» **DATA EXTRACTS**

Start of Block

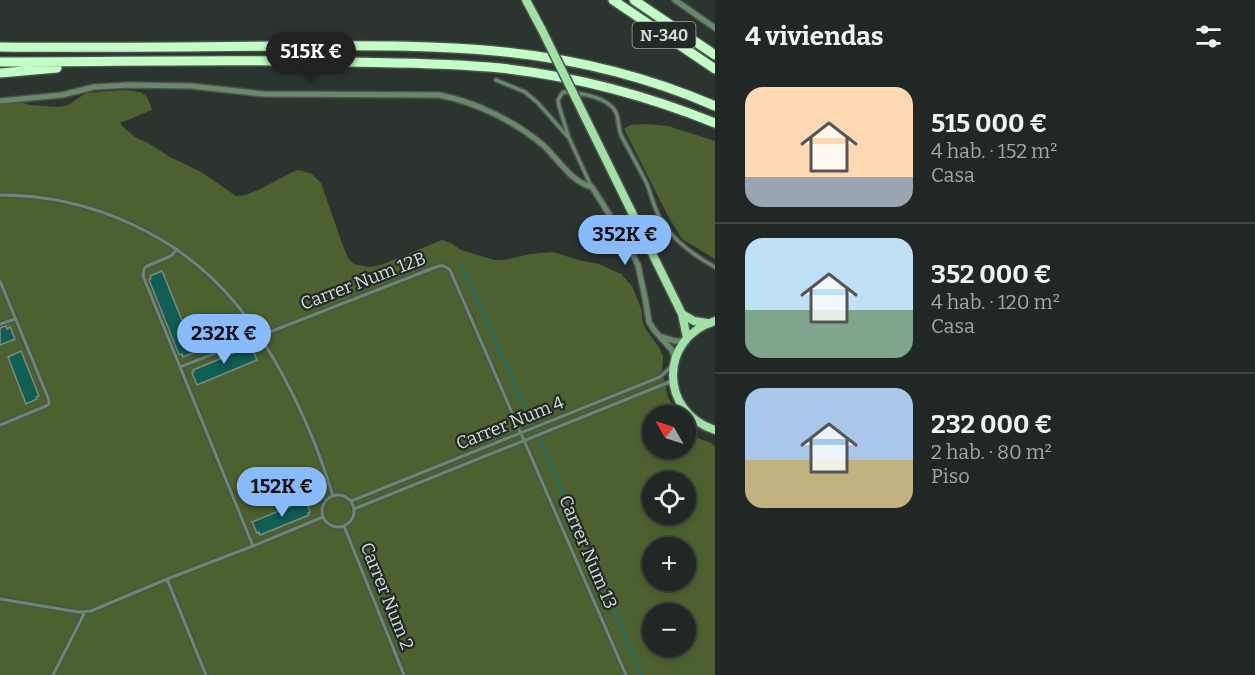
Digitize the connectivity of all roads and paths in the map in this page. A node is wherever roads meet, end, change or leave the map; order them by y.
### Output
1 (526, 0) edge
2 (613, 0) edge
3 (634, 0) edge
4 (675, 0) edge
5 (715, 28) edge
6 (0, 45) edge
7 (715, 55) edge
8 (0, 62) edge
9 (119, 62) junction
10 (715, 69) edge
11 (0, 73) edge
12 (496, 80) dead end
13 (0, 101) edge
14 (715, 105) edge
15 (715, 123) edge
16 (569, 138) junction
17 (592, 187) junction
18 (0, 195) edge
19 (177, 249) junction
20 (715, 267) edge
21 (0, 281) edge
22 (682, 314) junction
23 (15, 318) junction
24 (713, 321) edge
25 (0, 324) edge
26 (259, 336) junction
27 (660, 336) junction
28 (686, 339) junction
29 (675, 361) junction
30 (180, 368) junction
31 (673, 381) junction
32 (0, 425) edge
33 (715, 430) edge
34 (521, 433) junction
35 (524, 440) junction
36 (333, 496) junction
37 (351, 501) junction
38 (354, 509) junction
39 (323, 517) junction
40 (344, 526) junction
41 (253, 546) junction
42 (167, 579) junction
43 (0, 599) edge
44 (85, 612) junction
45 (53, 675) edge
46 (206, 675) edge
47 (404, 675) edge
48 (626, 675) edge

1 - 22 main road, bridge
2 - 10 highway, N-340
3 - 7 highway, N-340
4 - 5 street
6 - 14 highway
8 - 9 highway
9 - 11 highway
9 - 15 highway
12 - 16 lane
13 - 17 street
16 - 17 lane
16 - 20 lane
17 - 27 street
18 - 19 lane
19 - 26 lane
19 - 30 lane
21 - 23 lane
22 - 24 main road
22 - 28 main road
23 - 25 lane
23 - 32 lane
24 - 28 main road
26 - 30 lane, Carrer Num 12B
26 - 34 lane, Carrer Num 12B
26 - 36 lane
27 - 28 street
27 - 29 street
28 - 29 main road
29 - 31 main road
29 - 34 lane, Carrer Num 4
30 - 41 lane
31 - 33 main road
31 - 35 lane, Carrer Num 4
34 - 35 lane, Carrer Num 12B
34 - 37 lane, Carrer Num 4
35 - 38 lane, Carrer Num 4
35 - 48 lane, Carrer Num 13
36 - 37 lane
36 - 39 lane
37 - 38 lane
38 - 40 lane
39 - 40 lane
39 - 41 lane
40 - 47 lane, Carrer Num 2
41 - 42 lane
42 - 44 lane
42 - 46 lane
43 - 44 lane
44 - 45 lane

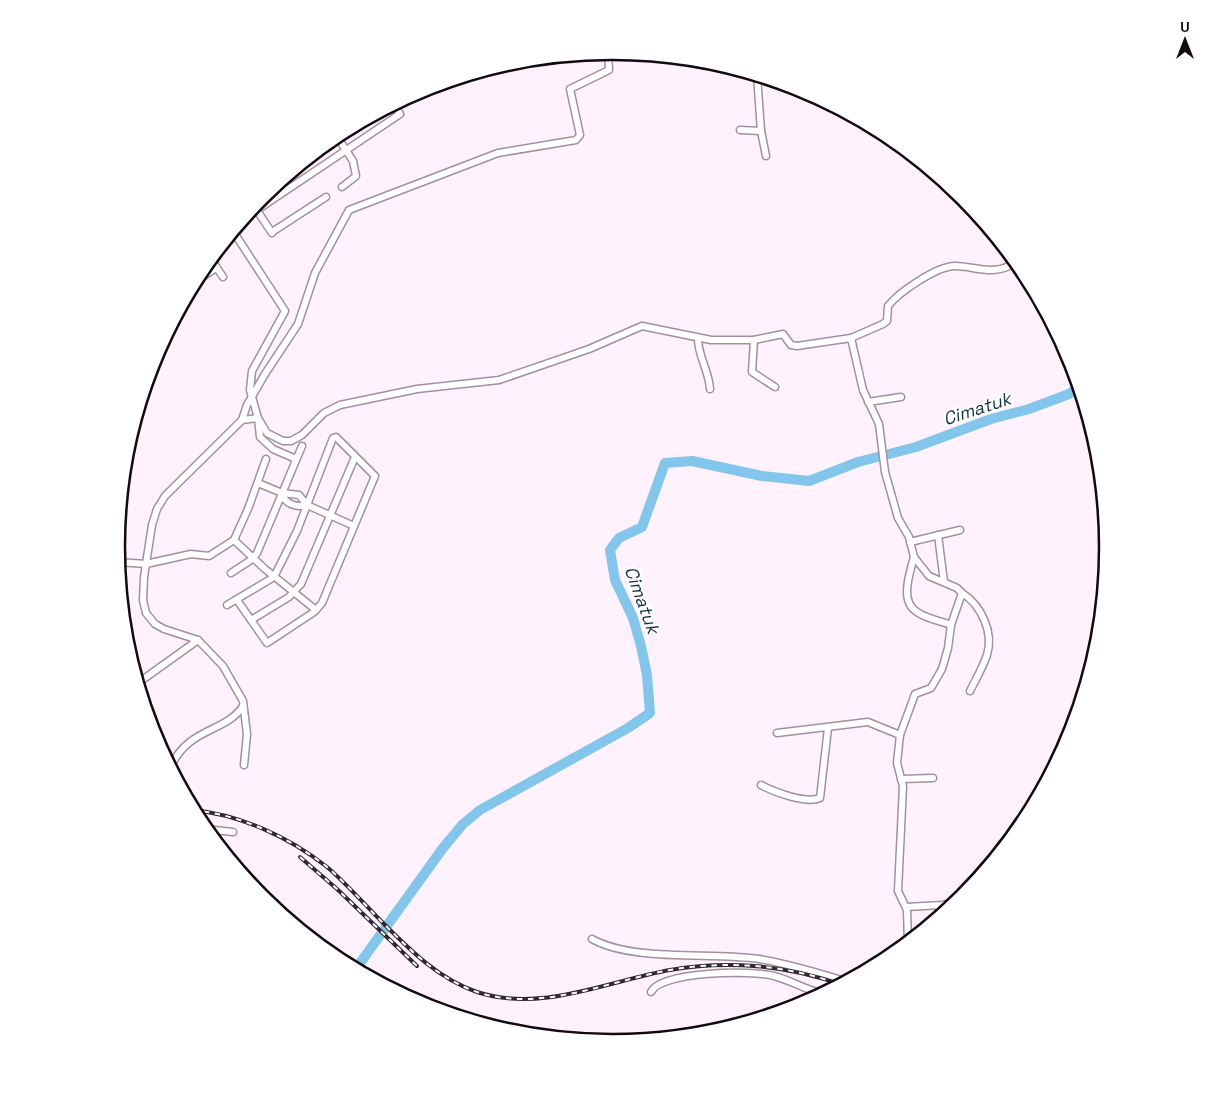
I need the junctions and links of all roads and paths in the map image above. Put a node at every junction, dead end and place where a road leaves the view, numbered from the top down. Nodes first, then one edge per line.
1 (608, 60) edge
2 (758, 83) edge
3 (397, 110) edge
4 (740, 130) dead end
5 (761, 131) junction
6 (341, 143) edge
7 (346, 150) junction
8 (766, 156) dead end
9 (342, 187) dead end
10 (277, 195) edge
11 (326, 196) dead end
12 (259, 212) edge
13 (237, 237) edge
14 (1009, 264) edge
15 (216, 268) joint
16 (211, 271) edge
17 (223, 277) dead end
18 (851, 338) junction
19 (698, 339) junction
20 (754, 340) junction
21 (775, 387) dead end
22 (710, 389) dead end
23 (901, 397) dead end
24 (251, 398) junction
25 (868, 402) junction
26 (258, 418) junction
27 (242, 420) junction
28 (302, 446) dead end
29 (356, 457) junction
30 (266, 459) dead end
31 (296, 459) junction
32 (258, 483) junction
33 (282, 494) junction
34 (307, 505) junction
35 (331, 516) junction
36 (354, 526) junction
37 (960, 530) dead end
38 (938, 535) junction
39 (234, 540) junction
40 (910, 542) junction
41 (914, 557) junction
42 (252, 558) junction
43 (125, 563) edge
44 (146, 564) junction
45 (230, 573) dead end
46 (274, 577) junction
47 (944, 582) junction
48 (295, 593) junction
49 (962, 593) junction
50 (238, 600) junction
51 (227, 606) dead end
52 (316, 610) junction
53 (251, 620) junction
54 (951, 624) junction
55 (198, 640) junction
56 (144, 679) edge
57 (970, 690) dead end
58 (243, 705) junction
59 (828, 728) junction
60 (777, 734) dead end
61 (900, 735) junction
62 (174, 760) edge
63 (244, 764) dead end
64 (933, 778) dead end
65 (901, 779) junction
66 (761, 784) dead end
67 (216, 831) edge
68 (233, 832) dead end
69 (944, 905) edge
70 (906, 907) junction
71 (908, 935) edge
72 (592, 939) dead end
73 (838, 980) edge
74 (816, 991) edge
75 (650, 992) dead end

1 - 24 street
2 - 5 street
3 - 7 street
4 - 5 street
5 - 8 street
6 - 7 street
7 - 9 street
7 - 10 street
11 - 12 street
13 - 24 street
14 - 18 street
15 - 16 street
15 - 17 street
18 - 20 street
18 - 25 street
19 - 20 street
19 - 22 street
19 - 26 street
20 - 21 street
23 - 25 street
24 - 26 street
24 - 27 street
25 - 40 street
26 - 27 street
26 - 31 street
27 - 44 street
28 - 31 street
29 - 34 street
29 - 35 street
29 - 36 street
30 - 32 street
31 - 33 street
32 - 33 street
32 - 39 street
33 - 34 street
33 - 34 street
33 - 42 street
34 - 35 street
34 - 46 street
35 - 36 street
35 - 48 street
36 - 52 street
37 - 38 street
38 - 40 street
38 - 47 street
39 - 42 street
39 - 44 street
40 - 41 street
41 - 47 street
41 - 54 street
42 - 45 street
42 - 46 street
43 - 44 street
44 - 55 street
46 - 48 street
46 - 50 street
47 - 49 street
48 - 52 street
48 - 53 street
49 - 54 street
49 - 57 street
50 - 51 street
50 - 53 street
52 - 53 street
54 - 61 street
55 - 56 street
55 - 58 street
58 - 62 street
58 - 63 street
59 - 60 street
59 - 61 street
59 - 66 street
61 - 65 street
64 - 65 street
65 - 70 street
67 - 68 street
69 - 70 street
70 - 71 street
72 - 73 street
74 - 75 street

End of Block

After removing the pictures, set down every record above exactly as it stands.

» **RESPONSE TO THE TASK**
Digitize the connectivity of all roads and paths in the map in this page. A node is wherever roads meet, end, change or leave the map; order them by y.
### Output
1 (526, 0) edge
2 (613, 0) edge
3 (634, 0) edge
4 (675, 0) edge
5 (715, 28) edge
6 (0, 45) edge
7 (715, 55) edge
8 (0, 62) edge
9 (119, 62) junction
10 (715, 69) edge
11 (0, 73) edge
12 (496, 80) dead end
13 (0, 101) edge
14 (715, 105) edge
15 (715, 123) edge
16 (569, 138) junction
17 (592, 187) junction
18 (0, 195) edge
19 (177, 249) junction
20 (715, 267) edge
21 (0, 281) edge
22 (682, 314) junction
23 (15, 318) junction
24 (713, 321) edge
25 (0, 324) edge
26 (259, 336) junction
27 (660, 336) junction
28 (686, 339) junction
29 (675, 361) junction
30 (180, 368) junction
31 (673, 381) junction
32 (0, 425) edge
33 (715, 430) edge
34 (521, 433) junction
35 (524, 440) junction
36 (333, 496) junction
37 (351, 501) junction
38 (354, 509) junction
39 (323, 517) junction
40 (344, 526) junction
41 (253, 546) junction
42 (167, 579) junction
43 (0, 599) edge
44 (85, 612) junction
45 (53, 675) edge
46 (206, 675) edge
47 (404, 675) edge
48 (626, 675) edge

1 - 22 main road, bridge
2 - 10 highway, N-340
3 - 7 highway, N-340
4 - 5 street
6 - 14 highway
8 - 9 highway
9 - 11 highway
9 - 15 highway
12 - 16 lane
13 - 17 street
16 - 17 lane
16 - 20 lane
17 - 27 street
18 - 19 lane
19 - 26 lane
19 - 30 lane
21 - 23 lane
22 - 24 main road
22 - 28 main road
23 - 25 lane
23 - 32 lane
24 - 28 main road
26 - 30 lane, Carrer Num 12B
26 - 34 lane, Carrer Num 12B
26 - 36 lane
27 - 28 street
27 - 29 street
28 - 29 main road
29 - 31 main road
29 - 34 lane, Carrer Num 4
30 - 41 lane
31 - 33 main road
31 - 35 lane, Carrer Num 4
34 - 35 lane, Carrer Num 12B
34 - 37 lane, Carrer Num 4
35 - 38 lane, Carrer Num 4
35 - 48 lane, Carrer Num 13
36 - 37 lane
36 - 39 lane
37 - 38 lane
38 - 40 lane
39 - 40 lane
39 - 41 lane
40 - 47 lane, Carrer Num 2
41 - 42 lane
42 - 44 lane
42 - 46 lane
43 - 44 lane
44 - 45 lane

I need the junctions and links of all roads and paths in the map image above. Put a node at every junction, dead end and place where a road leaves the view, numbered from the top down. Nodes first, then one edge per line.
1 (608, 60) edge
2 (758, 83) edge
3 (397, 110) edge
4 (740, 130) dead end
5 (761, 131) junction
6 (341, 143) edge
7 (346, 150) junction
8 (766, 156) dead end
9 (342, 187) dead end
10 (277, 195) edge
11 (326, 196) dead end
12 (259, 212) edge
13 (237, 237) edge
14 (1009, 264) edge
15 (216, 268) joint
16 (211, 271) edge
17 (223, 277) dead end
18 (851, 338) junction
19 (698, 339) junction
20 (754, 340) junction
21 (775, 387) dead end
22 (710, 389) dead end
23 (901, 397) dead end
24 (251, 398) junction
25 (868, 402) junction
26 (258, 418) junction
27 (242, 420) junction
28 (302, 446) dead end
29 (356, 457) junction
30 (266, 459) dead end
31 (296, 459) junction
32 (258, 483) junction
33 (282, 494) junction
34 (307, 505) junction
35 (331, 516) junction
36 (354, 526) junction
37 (960, 530) dead end
38 (938, 535) junction
39 (234, 540) junction
40 (910, 542) junction
41 (914, 557) junction
42 (252, 558) junction
43 (125, 563) edge
44 (146, 564) junction
45 (230, 573) dead end
46 (274, 577) junction
47 (944, 582) junction
48 (295, 593) junction
49 (962, 593) junction
50 (238, 600) junction
51 (227, 606) dead end
52 (316, 610) junction
53 (251, 620) junction
54 (951, 624) junction
55 (198, 640) junction
56 (144, 679) edge
57 (970, 690) dead end
58 (243, 705) junction
59 (828, 728) junction
60 (777, 734) dead end
61 (900, 735) junction
62 (174, 760) edge
63 (244, 764) dead end
64 (933, 778) dead end
65 (901, 779) junction
66 (761, 784) dead end
67 (216, 831) edge
68 (233, 832) dead end
69 (944, 905) edge
70 (906, 907) junction
71 (908, 935) edge
72 (592, 939) dead end
73 (838, 980) edge
74 (816, 991) edge
75 (650, 992) dead end

1 - 24 street
2 - 5 street
3 - 7 street
4 - 5 street
5 - 8 street
6 - 7 street
7 - 9 street
7 - 10 street
11 - 12 street
13 - 24 street
14 - 18 street
15 - 16 street
15 - 17 street
18 - 20 street
18 - 25 street
19 - 20 street
19 - 22 street
19 - 26 street
20 - 21 street
23 - 25 street
24 - 26 street
24 - 27 street
25 - 40 street
26 - 27 street
26 - 31 street
27 - 44 street
28 - 31 street
29 - 34 street
29 - 35 street
29 - 36 street
30 - 32 street
31 - 33 street
32 - 33 street
32 - 39 street
33 - 34 street
33 - 34 street
33 - 42 street
34 - 35 street
34 - 46 street
35 - 36 street
35 - 48 street
36 - 52 street
37 - 38 street
38 - 40 street
38 - 47 street
39 - 42 street
39 - 44 street
40 - 41 street
41 - 47 street
41 - 54 street
42 - 45 street
42 - 46 street
43 - 44 street
44 - 55 street
46 - 48 street
46 - 50 street
47 - 49 street
48 - 52 street
48 - 53 street
49 - 54 street
49 - 57 street
50 - 51 street
50 - 53 street
52 - 53 street
54 - 61 street
55 - 56 street
55 - 58 street
58 - 62 street
58 - 63 street
59 - 60 street
59 - 61 street
59 - 66 street
61 - 65 street
64 - 65 street
65 - 70 street
67 - 68 street
69 - 70 street
70 - 71 street
72 - 73 street
74 - 75 street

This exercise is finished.